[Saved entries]

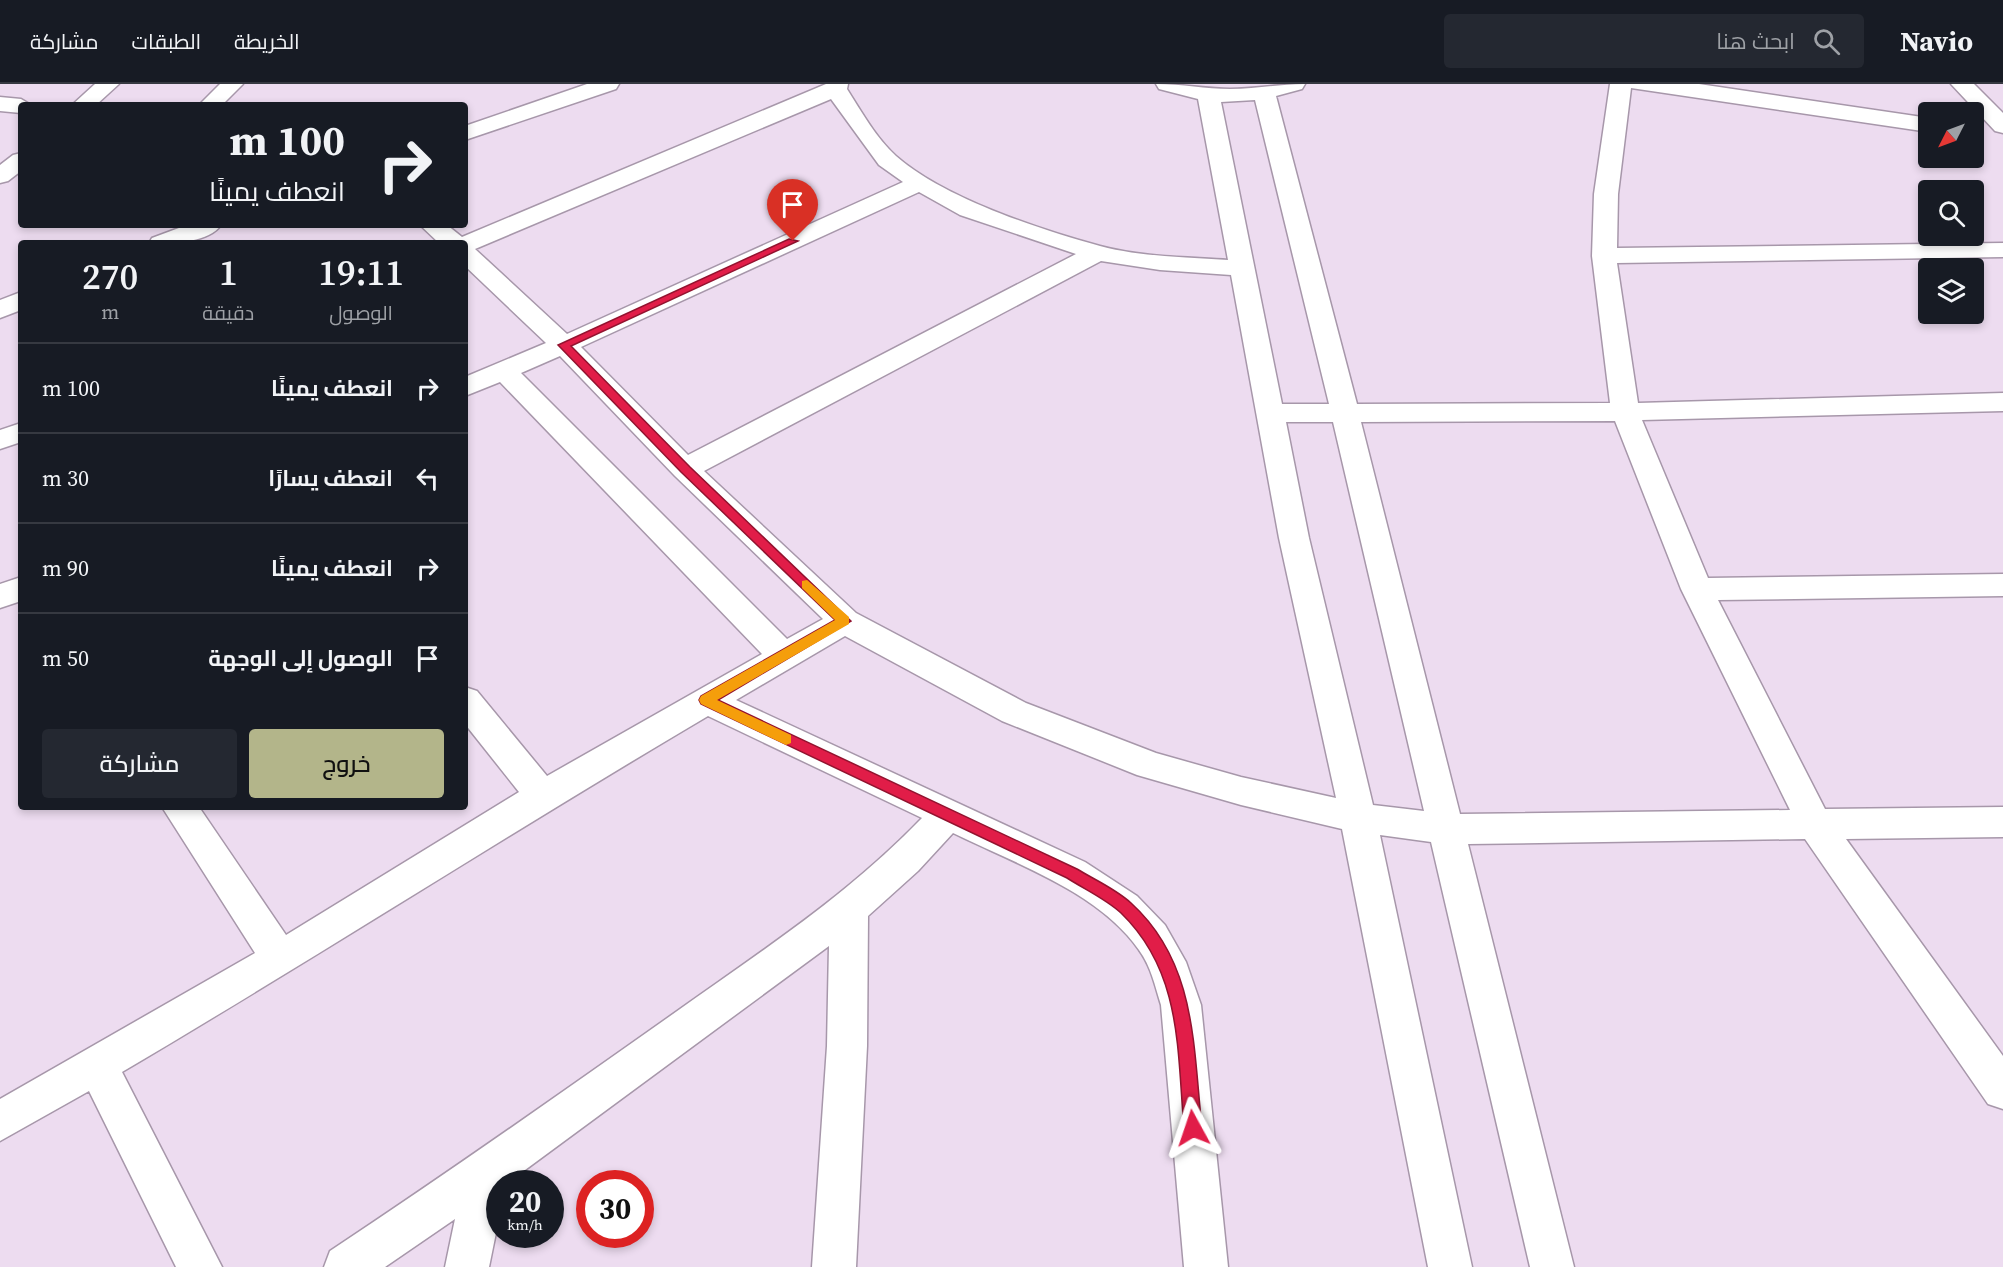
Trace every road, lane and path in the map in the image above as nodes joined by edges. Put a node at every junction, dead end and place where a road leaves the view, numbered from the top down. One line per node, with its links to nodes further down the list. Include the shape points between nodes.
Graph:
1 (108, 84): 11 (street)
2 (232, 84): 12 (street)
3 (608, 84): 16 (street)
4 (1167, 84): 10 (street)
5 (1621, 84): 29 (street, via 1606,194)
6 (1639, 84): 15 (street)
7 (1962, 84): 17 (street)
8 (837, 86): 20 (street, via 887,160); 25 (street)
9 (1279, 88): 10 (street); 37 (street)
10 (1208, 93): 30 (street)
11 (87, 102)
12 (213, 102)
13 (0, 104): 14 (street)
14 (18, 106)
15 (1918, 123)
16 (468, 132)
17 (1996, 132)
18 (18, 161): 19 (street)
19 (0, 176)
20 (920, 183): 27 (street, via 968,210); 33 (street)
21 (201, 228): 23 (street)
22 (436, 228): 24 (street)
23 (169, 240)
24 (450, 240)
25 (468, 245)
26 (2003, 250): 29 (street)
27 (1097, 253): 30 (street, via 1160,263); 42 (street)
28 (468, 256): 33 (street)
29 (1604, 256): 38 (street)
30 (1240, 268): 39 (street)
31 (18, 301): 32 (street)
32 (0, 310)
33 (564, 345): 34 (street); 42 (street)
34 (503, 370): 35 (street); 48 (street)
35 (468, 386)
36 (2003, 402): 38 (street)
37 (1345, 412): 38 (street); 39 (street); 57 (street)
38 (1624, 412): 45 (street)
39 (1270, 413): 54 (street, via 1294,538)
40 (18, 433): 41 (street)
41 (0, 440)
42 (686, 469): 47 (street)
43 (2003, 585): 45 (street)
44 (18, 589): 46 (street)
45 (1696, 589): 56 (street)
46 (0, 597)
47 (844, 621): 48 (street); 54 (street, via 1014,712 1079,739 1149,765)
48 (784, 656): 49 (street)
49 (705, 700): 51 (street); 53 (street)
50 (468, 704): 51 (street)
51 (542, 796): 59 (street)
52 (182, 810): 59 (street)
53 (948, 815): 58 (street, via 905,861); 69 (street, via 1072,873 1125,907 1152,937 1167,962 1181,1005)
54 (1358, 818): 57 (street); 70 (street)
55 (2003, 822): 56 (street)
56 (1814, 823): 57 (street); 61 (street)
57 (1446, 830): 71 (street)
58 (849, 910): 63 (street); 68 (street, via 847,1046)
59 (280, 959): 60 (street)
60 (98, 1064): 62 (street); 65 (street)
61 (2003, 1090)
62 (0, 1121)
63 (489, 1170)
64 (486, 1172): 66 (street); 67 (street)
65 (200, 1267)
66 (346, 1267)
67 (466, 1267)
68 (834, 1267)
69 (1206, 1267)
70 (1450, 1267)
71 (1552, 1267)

* * *

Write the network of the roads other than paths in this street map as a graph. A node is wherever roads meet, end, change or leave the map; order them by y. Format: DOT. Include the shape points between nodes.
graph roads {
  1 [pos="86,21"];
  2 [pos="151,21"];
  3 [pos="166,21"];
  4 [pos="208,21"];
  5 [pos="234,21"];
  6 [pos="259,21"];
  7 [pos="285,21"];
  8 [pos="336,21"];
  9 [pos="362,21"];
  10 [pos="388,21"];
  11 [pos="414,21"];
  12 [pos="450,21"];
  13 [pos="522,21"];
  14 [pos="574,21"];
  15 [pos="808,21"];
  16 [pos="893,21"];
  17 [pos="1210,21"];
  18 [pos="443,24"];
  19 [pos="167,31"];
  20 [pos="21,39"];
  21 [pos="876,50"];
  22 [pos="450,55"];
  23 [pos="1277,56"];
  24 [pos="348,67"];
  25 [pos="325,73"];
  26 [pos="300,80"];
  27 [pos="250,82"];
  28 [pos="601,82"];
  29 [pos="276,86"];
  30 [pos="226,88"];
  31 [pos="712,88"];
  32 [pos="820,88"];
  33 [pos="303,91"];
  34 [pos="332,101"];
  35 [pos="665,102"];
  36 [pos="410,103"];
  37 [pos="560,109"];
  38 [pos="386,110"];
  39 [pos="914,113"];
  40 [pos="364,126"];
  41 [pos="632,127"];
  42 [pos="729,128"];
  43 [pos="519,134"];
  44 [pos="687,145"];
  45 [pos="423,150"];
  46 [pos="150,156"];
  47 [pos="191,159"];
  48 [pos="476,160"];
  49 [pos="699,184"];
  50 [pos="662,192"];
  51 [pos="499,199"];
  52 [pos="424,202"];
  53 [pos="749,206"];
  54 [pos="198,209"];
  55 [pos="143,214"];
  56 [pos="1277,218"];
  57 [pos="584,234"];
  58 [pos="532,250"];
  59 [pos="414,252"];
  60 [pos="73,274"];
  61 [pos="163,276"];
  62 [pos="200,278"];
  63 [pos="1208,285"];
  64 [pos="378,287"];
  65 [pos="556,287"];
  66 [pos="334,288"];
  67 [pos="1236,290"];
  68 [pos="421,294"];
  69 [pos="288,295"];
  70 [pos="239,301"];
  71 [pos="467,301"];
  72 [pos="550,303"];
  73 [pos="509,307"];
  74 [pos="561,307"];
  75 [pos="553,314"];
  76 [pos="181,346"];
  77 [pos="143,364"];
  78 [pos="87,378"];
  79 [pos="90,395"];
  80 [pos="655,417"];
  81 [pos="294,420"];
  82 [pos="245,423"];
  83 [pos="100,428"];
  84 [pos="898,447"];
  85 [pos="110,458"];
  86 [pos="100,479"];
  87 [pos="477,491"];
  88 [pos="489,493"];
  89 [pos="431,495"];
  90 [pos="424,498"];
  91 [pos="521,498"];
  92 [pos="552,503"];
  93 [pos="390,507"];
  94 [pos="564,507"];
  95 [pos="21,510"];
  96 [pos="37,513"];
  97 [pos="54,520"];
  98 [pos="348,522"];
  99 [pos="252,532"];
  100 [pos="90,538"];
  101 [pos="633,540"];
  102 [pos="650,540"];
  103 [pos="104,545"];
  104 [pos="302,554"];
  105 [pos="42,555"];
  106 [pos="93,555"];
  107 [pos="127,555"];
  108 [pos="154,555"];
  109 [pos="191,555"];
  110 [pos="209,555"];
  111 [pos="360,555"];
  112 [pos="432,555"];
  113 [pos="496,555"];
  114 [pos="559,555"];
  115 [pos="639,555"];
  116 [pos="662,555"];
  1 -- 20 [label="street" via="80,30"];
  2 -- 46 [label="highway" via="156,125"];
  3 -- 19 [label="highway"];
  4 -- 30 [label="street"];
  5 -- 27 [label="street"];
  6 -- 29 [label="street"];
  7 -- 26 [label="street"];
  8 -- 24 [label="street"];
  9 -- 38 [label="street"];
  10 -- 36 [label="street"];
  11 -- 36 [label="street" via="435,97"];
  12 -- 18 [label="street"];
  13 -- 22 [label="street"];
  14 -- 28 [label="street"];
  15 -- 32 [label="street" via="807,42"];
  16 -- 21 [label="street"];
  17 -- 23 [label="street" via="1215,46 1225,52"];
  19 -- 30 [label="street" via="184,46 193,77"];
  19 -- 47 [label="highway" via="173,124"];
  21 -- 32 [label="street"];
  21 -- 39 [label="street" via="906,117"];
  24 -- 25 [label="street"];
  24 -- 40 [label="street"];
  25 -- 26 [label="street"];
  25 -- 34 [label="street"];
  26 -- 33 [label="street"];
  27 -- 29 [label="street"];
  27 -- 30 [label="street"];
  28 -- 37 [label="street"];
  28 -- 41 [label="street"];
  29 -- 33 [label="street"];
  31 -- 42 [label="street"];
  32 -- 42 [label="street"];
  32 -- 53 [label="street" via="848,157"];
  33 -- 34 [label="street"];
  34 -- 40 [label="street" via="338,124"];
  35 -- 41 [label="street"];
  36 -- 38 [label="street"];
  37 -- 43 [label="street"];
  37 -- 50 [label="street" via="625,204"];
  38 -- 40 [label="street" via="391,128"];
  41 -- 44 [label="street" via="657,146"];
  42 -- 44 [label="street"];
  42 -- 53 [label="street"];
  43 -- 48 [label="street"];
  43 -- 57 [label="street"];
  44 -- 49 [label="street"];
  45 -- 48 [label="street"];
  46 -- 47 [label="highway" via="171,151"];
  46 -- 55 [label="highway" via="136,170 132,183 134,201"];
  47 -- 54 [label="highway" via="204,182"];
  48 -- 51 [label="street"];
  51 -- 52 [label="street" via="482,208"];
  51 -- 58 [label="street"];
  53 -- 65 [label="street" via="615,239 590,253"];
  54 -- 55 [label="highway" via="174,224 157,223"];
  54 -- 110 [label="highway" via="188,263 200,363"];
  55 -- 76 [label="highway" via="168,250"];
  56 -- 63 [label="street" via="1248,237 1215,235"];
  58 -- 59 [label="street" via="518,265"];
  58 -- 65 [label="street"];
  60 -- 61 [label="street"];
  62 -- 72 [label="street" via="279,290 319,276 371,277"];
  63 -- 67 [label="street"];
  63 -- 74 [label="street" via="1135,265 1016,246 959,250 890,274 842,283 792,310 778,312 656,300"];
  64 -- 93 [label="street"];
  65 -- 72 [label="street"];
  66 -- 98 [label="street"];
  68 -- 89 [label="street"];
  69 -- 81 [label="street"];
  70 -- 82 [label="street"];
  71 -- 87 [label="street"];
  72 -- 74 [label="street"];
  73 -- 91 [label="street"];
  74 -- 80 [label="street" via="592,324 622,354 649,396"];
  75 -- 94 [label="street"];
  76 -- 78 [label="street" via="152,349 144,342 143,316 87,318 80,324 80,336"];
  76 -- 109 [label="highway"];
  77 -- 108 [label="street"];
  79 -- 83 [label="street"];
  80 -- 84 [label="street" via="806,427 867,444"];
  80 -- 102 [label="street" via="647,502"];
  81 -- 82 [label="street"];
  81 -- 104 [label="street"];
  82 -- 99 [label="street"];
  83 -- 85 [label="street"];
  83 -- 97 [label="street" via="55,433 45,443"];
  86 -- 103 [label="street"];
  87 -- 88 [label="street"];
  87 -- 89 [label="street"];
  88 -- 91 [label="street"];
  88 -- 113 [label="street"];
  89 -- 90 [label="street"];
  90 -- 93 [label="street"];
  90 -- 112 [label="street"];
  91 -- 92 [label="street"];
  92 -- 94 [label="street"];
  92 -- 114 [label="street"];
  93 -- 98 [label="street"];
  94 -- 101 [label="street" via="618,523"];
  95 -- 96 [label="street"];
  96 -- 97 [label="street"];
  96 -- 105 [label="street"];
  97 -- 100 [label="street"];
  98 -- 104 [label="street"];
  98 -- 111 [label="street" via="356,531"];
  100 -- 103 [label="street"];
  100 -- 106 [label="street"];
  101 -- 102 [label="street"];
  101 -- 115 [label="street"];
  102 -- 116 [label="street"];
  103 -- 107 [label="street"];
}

◆ TASK ITEM
Which lines in the data hold the string "roads"? Copy each of them.

◆ PROBLEM SOLUTION
Write the network of the roads other than paths in this street map as a graph. A node is wherever roads meet, end, change or leave the map; order them by y. Format: DOT. Include the shape points between nodes.
graph roads {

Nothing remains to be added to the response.